What is needed
Start to finish, print the entries exactly, and carry none of the pictures over.

-- Record extracts follows --

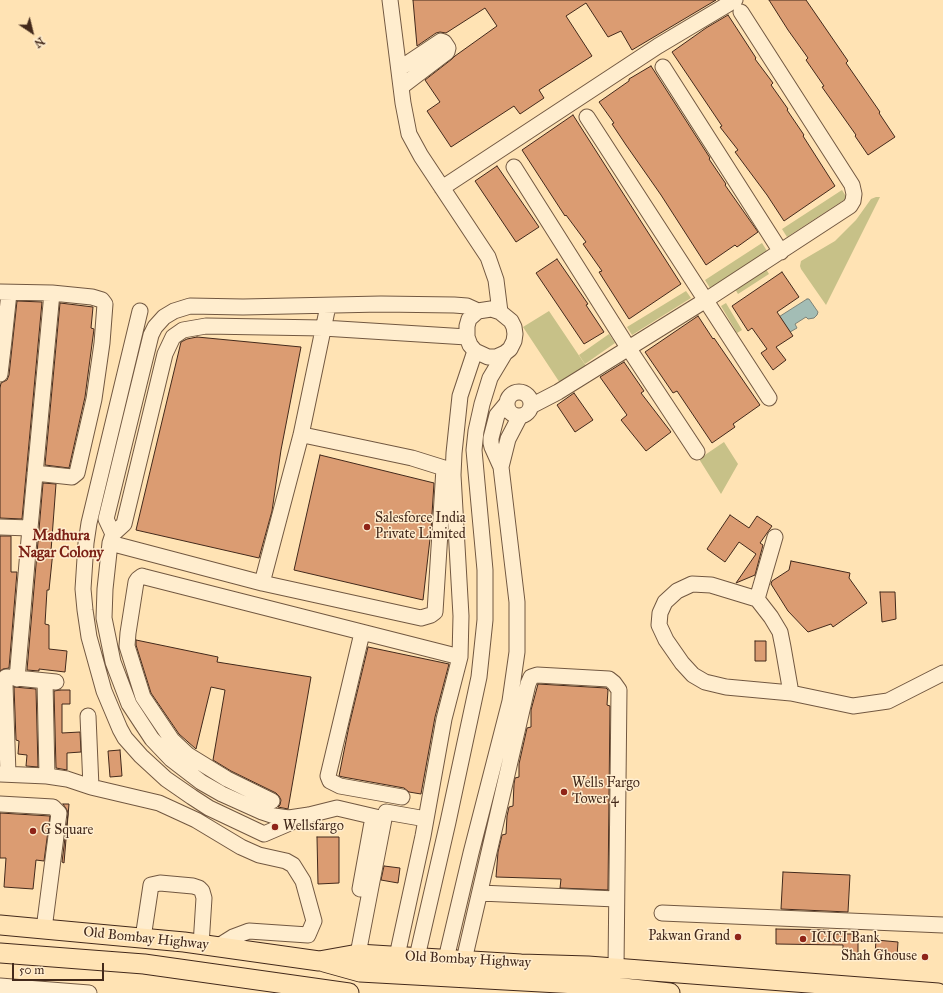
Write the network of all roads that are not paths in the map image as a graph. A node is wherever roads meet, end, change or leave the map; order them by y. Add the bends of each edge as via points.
1 (390, 0) edge
2 (738, 6) edge
3 (664, 67) dead end
4 (399, 69) junction
5 (401, 87) junction
6 (587, 117) dead end
7 (514, 167) dead end
8 (442, 188) junction
9 (781, 252) junction
10 (5, 292) edge
11 (52, 293) junction
12 (706, 300) junction
13 (328, 306) junction
14 (243, 307) junction
15 (140, 310) dead end
16 (478, 311) junction
17 (500, 312) junction
18 (240, 327) junction
19 (323, 328) junction
20 (467, 337) junction
21 (2, 340) edge
22 (629, 349) junction
23 (475, 351) junction
24 (505, 353) junction
25 (145, 358) junction
26 (163, 363) junction
27 (0, 374) edge
28 (769, 398) dead end
29 (507, 403) junction
30 (525, 411) junction
31 (448, 422) dead end
32 (301, 435) junction
33 (697, 452) dead end
34 (501, 467) junction
35 (444, 468) junction
36 (35, 473) junction
37 (0, 527) edge
38 (30, 528) junction
39 (775, 537) dead end
40 (111, 538) junction
41 (262, 583) junction
42 (757, 599) junction
43 (362, 633) junction
44 (460, 657) junction
45 (943, 673) edge
46 (8, 678) edge
47 (791, 693) junction
48 (88, 716) dead end
49 (4, 774) edge
50 (47, 776) junction
51 (91, 787) junction
52 (272, 801) dead end
53 (0, 804) edge
54 (309, 815) junction
55 (381, 816) junction
56 (426, 819) junction
57 (480, 894) junction
58 (616, 899) junction
59 (662, 913) dead end
60 (0, 925) edge
61 (943, 925) edge
62 (44, 929) junction
63 (143, 938) junction
64 (209, 946) junction
65 (0, 953) edge
66 (397, 956) junction
67 (417, 957) junction
68 (455, 959) junction
69 (356, 960) junction
70 (616, 968) junction
71 (0, 986) edge
72 (748, 986) edge
73 (89, 993) edge
74 (349, 993) edge
75 (670, 993) edge
76 (938, 993) edge

1 - 4 street
2 - 8 street via 658,46
2 - 9 street via 852,186 854,194 850,206
3 - 9 street
4 - 5 street
4 - 5 street via 440,42 444,42 448,48 447,52
5 - 8 street via 409,134
6 - 12 street
7 - 22 street
8 - 17 street via 488,257 496,280
9 - 12 street
10 - 11 street
10 - 21 street
11 - 36 street
11 - 36 street via 102,300 105,304 102,343 94,399 77,473 72,477
12 - 22 street
12 - 28 street
13 - 14 street
13 - 16 street via 454,305 467,306
13 - 19 street
14 - 18 street
14 - 25 street via 190,306 174,311 155,327
15 - 54 street via 86,543 82,589 91,644 104,691 120,729 133,747 166,779 209,808 264,834
16 - 17 street via 492,309
16 - 20 street via 467,326
17 - 24 street via 511,321 515,334 514,341
18 - 19 street
18 - 26 street via 206,326 183,330 173,337
19 - 20 street
19 - 32 street
20 - 23 street
21 - 27 street
22 - 30 street
22 - 33 street
23 - 24 street via 488,357
23 - 44 street via 460,396 454,453 461,616
24 - 67 street via 490,378 482,404 474,450 485,570 485,620 479,677
25 - 26 street
25 - 40 street via 106,519
26 - 40 street via 124,524
29 - 30 street via 509,411 516,416
29 - 30 street via 513,394 524,393 530,399
29 - 34 street via 497,415 491,438
30 - 34 street via 508,439
31 - 35 street
32 - 35 street via 412,458
32 - 41 street
34 - 68 street via 517,602 517,652 510,701 471,853
35 - 41 street via 435,612 431,616 422,618
36 - 38 street
37 - 38 street
38 - 46 street
39 - 42 street
40 - 41 street
40 - 54 street via 104,618 114,662 129,704 152,739 171,759 222,794 274,816 289,818
42 - 47 street via 772,617 780,632
42 - 47 street via 711,586 692,584 677,591 665,602 660,613 659,625 682,663 693,675 705,682 726,687
43 - 44 street
43 - 52 street via 142,576 136,582 128,646 143,697 172,740 188,755 227,779
43 - 55 street via 328,776 340,786 396,795
44 - 56 street via 444,719
45 - 47 street via 888,701 853,706
46 - 49 street via 5,684
46 - 50 street via 50,682
48 - 51 street
49 - 50 street
50 - 51 street
51 - 64 street via 159,803 196,820 241,847 293,865 303,881 314,921 308,935 249,931
53 - 62 street via 53,807 59,814
54 - 55 street via 337,808
55 - 56 street
55 - 69 street
56 - 66 street
57 - 58 street
57 - 58 street via 528,684 531,677 537,675 609,679 619,690
57 - 68 street
58 - 70 street
59 - 61 street
60 - 62 main road, Old Bombay Highway
62 - 63 main road, Old Bombay Highway
63 - 64 main road, Old Bombay Highway
63 - 64 street via 151,885 166,883 193,886 202,891 204,898
64 - 69 main road, Old Bombay Highway via 319,961
65 - 74 main road via 144,964
66 - 67 main road, Old Bombay Highway
66 - 69 main road, Old Bombay Highway
67 - 68 main road, Old Bombay Highway
68 - 70 main road, Old Bombay Highway
69 - 75 main road
70 - 72 main road, Old Bombay Highway
71 - 73 street
72 - 76 main road, Old Bombay Highway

-- Record extracts concluded --

Solution
Write the network of all roads that are not paths in the map image as a graph. A node is wherever roads meet, end, change or leave the map; order them by y. Add the bends of each edge as via points.
1 (390, 0) edge
2 (738, 6) edge
3 (664, 67) dead end
4 (399, 69) junction
5 (401, 87) junction
6 (587, 117) dead end
7 (514, 167) dead end
8 (442, 188) junction
9 (781, 252) junction
10 (5, 292) edge
11 (52, 293) junction
12 (706, 300) junction
13 (328, 306) junction
14 (243, 307) junction
15 (140, 310) dead end
16 (478, 311) junction
17 (500, 312) junction
18 (240, 327) junction
19 (323, 328) junction
20 (467, 337) junction
21 (2, 340) edge
22 (629, 349) junction
23 (475, 351) junction
24 (505, 353) junction
25 (145, 358) junction
26 (163, 363) junction
27 (0, 374) edge
28 (769, 398) dead end
29 (507, 403) junction
30 (525, 411) junction
31 (448, 422) dead end
32 (301, 435) junction
33 (697, 452) dead end
34 (501, 467) junction
35 (444, 468) junction
36 (35, 473) junction
37 (0, 527) edge
38 (30, 528) junction
39 (775, 537) dead end
40 (111, 538) junction
41 (262, 583) junction
42 (757, 599) junction
43 (362, 633) junction
44 (460, 657) junction
45 (943, 673) edge
46 (8, 678) edge
47 (791, 693) junction
48 (88, 716) dead end
49 (4, 774) edge
50 (47, 776) junction
51 (91, 787) junction
52 (272, 801) dead end
53 (0, 804) edge
54 (309, 815) junction
55 (381, 816) junction
56 (426, 819) junction
57 (480, 894) junction
58 (616, 899) junction
59 (662, 913) dead end
60 (0, 925) edge
61 (943, 925) edge
62 (44, 929) junction
63 (143, 938) junction
64 (209, 946) junction
65 (0, 953) edge
66 (397, 956) junction
67 (417, 957) junction
68 (455, 959) junction
69 (356, 960) junction
70 (616, 968) junction
71 (0, 986) edge
72 (748, 986) edge
73 (89, 993) edge
74 (349, 993) edge
75 (670, 993) edge
76 (938, 993) edge

1 - 4 street
2 - 8 street via 658,46
2 - 9 street via 852,186 854,194 850,206
3 - 9 street
4 - 5 street
4 - 5 street via 440,42 444,42 448,48 447,52
5 - 8 street via 409,134
6 - 12 street
7 - 22 street
8 - 17 street via 488,257 496,280
9 - 12 street
10 - 11 street
10 - 21 street
11 - 36 street
11 - 36 street via 102,300 105,304 102,343 94,399 77,473 72,477
12 - 22 street
12 - 28 street
13 - 14 street
13 - 16 street via 454,305 467,306
13 - 19 street
14 - 18 street
14 - 25 street via 190,306 174,311 155,327
15 - 54 street via 86,543 82,589 91,644 104,691 120,729 133,747 166,779 209,808 264,834
16 - 17 street via 492,309
16 - 20 street via 467,326
17 - 24 street via 511,321 515,334 514,341
18 - 19 street
18 - 26 street via 206,326 183,330 173,337
19 - 20 street
19 - 32 street
20 - 23 street
21 - 27 street
22 - 30 street
22 - 33 street
23 - 24 street via 488,357
23 - 44 street via 460,396 454,453 461,616
24 - 67 street via 490,378 482,404 474,450 485,570 485,620 479,677
25 - 26 street
25 - 40 street via 106,519
26 - 40 street via 124,524
29 - 30 street via 509,411 516,416
29 - 30 street via 513,394 524,393 530,399
29 - 34 street via 497,415 491,438
30 - 34 street via 508,439
31 - 35 street
32 - 35 street via 412,458
32 - 41 street
34 - 68 street via 517,602 517,652 510,701 471,853
35 - 41 street via 435,612 431,616 422,618
36 - 38 street
37 - 38 street
38 - 46 street
39 - 42 street
40 - 41 street
40 - 54 street via 104,618 114,662 129,704 152,739 171,759 222,794 274,816 289,818
42 - 47 street via 772,617 780,632
42 - 47 street via 711,586 692,584 677,591 665,602 660,613 659,625 682,663 693,675 705,682 726,687
43 - 44 street
43 - 52 street via 142,576 136,582 128,646 143,697 172,740 188,755 227,779
43 - 55 street via 328,776 340,786 396,795
44 - 56 street via 444,719
45 - 47 street via 888,701 853,706
46 - 49 street via 5,684
46 - 50 street via 50,682
48 - 51 street
49 - 50 street
50 - 51 street
51 - 64 street via 159,803 196,820 241,847 293,865 303,881 314,921 308,935 249,931
53 - 62 street via 53,807 59,814
54 - 55 street via 337,808
55 - 56 street
55 - 69 street
56 - 66 street
57 - 58 street
57 - 58 street via 528,684 531,677 537,675 609,679 619,690
57 - 68 street
58 - 70 street
59 - 61 street
60 - 62 main road, Old Bombay Highway
62 - 63 main road, Old Bombay Highway
63 - 64 main road, Old Bombay Highway
63 - 64 street via 151,885 166,883 193,886 202,891 204,898
64 - 69 main road, Old Bombay Highway via 319,961
65 - 74 main road via 144,964
66 - 67 main road, Old Bombay Highway
66 - 69 main road, Old Bombay Highway
67 - 68 main road, Old Bombay Highway
68 - 70 main road, Old Bombay Highway
69 - 75 main road
70 - 72 main road, Old Bombay Highway
71 - 73 street
72 - 76 main road, Old Bombay Highway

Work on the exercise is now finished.